То же получилось со сфексом белокаемчатым, но он даже еще не отложил яйца, да и добычу только подтащил к входу.

Белокаемчатый сфекс нападает на кобылок средней величины. «Кинуться на нее и уколоть жалом — дело минуты. Несколько раз растопырив крылья, которые раскрываются пурпуровым или лазурным веером, кобылка оцепеневает».

Оставив парализованную кобылку на пороге гнезда, сфекс, подобно своим родичам, желтокрылому и лангедокскому, спускается в камеру. Фабр отодвигает добычу подальше от входа, а белокаемчатый находит ее и притаскивает обратно. Так повторяется несколько раз, пока Фабр вовсе не убирает кобылку. Сфекс настойчиво ищет, не находит, на несколько минут спускается в норку, а поднявшись оттуда, закупоривает вход. Причем не временной крышкой, не маленьким плоским камешком, который маскирует нишу, пока хозяин охотится. Нет, он замуровывает норку окончательно. Между тем норка (сфекс имел возможность ее видеть) пуста. Это снова повторение той бесполезной работы, которую совершал в прошлом опыте лангедокский сфекс.

Фабру становятся понятны факты, с какими он сталкивался, находя в только что запечатанных гнездах желтокрылого сфекса лишь двух сверчков вместо трех, даже четырех, необходимых личинке. И дело здесь не в величине: сверчки примерно одинаковы. Присмотритесь к подножию склонов, источенных норками: всюду валяются парализованные сверчки. Пока охотницы, оставив добычу, проверяли гнездо, ветер сдул неподвижных насекомых со склона, и они скатились вниз.

«…Это выглядит так, словно сфекс, совершив обычное число охотничьих экспедиций, дотащив добычу до норки, сделал все, что следовало. И гнездо закрывается независимо от того, достаточно ли оно снабжено провизией».

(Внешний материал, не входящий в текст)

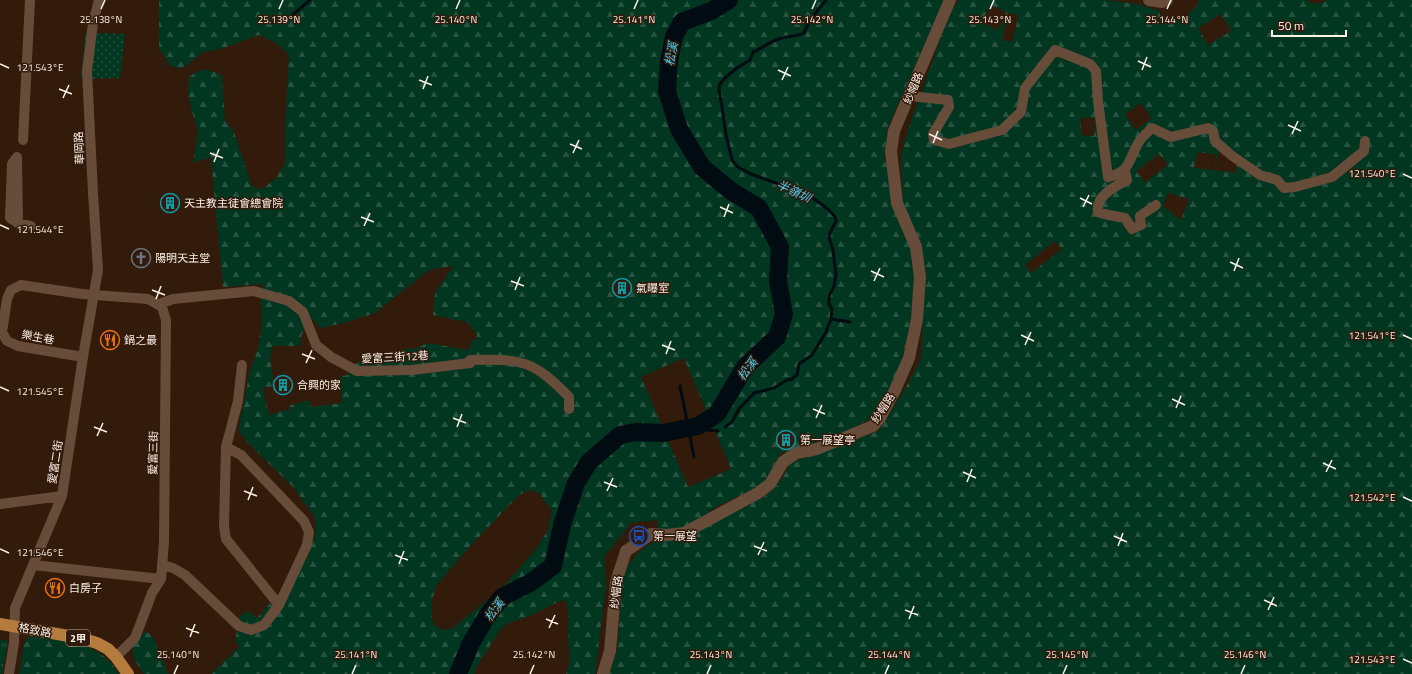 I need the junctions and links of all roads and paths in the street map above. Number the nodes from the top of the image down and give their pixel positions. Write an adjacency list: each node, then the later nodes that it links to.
1 (30, 0): 7 (street)
2 (99, 0): 13 (street, 華岡路)
3 (950, 0): 6 (street, 紗帽路)
4 (1149, 0): 5 (street)
5 (1167, 0)
6 (909, 96): 9 (street); 30 (street, 紗帽路)
7 (23, 140)
8 (1365, 141): 9 (street)
9 (1124, 171): 10 (street)
10 (1156, 205)
11 (18, 223): 11 (street); 12 (street)
12 (30, 226)
13 (93, 294): 14 (street); 15 (street, 愛富二街); 15 (street, 樂生巷)
14 (159, 304): 17 (street, 愛富三街12巷); 22 (street, 愛富三街)
15 (83, 357): 19 (street, 愛富二街)
16 (242, 365): 18 (street)
17 (569, 409)
18 (226, 447): 24 (street); 24 (street)
19 (62, 496): 20 (street); 21 (street, 愛富二街)
20 (0, 504)
21 (33, 565): 23 (street); 26 (street, 愛富二街)
22 (163, 566): 23 (street, 愛富三街); 24 (street)
23 (161, 579): 27 (street, 愛富三街)
24 (279, 604)
25 (0, 624): 26 (main road, 格致路 / 2甲)
26 (14, 626): 27 (main road, 格致路 / 2甲); 28 (street, 愛富二街)
27 (116, 657): 29 (main road, 格致路 / 2甲)
28 (9, 674)
29 (128, 674)
30 (603, 674)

Тонкость и тупость, мудрость и бессмысленность инстинкта Фабр обнаружит позднее также у мирных одиночных пчел, сборщиц меда. И другие перепончатокрылые и насекомые прочих отрядов, а также паукообразные в опытах оказывались не способны разрушить шаблон, разорвать «последовательность неизменных действий».

И если сфекс лангедокский, встретившись с бритой эфиппигерой, пробует схватить жвалами ее безусую голову, отчетливо проявив находчивость, то он же, не умея схватить жертву за стилет яйцеклада или за ножку, показал границы изменчивости инстинкта. Сфекс желтокрылый, запечатывая опустошенную ячейку, свидетельствует невозможность «обратного хода». А когда сфекс белокаемчатый заделывает ячейку, еще не полностью загруженную, он словно перепрыгивает через какие-то ступени последовательных действий и завершает операцию, возвращаясь на рельсы шаблона. Во всех случаях раньше или позже сила типического, остойчивого обнаруживает себя.

Таков вывод из наблюдений Фабра.

Сама по себе парализация была известна давно. О ней писали Линней и Эразм Дарвин. Чарлз Дарвин, путешествуя на «Бигле», отметил бразильских ос, парализующих добычу. Об этом способе заготовки корма упоминали и другие натуралисты.

Фабр впервые охватил явление с необходимой широтой. В поле и под стеклянным колпаком изучал он ос-охотниц множества видов и их добычу. После сфексов годы ушли на аммофил, тахитов, одинер, помпилов, сколий и прочих, а также на бронзовок, озимых червей, пауков и мух, заготовляемых для личинок.

Внешний вид, строение всего организма и отдельных органов, место гнездования и устройство гнезд, яйцо, личинка, куколка и взрослое насекомое, выбор пищи и манера еды, сроки жизни и сроки развития — не перечислить всего, что изучил Фабр, занимаясь парализаторами и их добычей. С тем же изяществом и точностью, с какими Мокен-Тандон вскрывал на Корсике неподвижного слизня в тарелке с водой, Фабр препарирует сейчас поведение насекомых в движении, в трепете жизни, в диалектике бытия.

У каждого парализатора свой метод, свои точки атаки, но Фабр по строению нервной системы дичи без ошибки предсказывает, как будет проведено нападение.

Оса аммофила щетинистая заготовляет для потомства гусениц прожорливого вредителя — озимой совки, причем вес гусеницы в 15 раз превосходит вес охотника. Строение ее совершенно иное, чем у взрослых жуков златок и долгоносиков или у прямокрылых сверчков, кобылок и эфиппигер, которых промышляют церцерис и сфексы. В теле гусеницы голова и двенадцать колец, в каждом свой нервный узел. Уколотое в нервный узел, кольцо теряет чувствительность, но остальные сохраняют ее еще долго. Нет, двумя-тремя уколами гусеницу не парализуешь, прикидывает Фабр. Так оно и получается.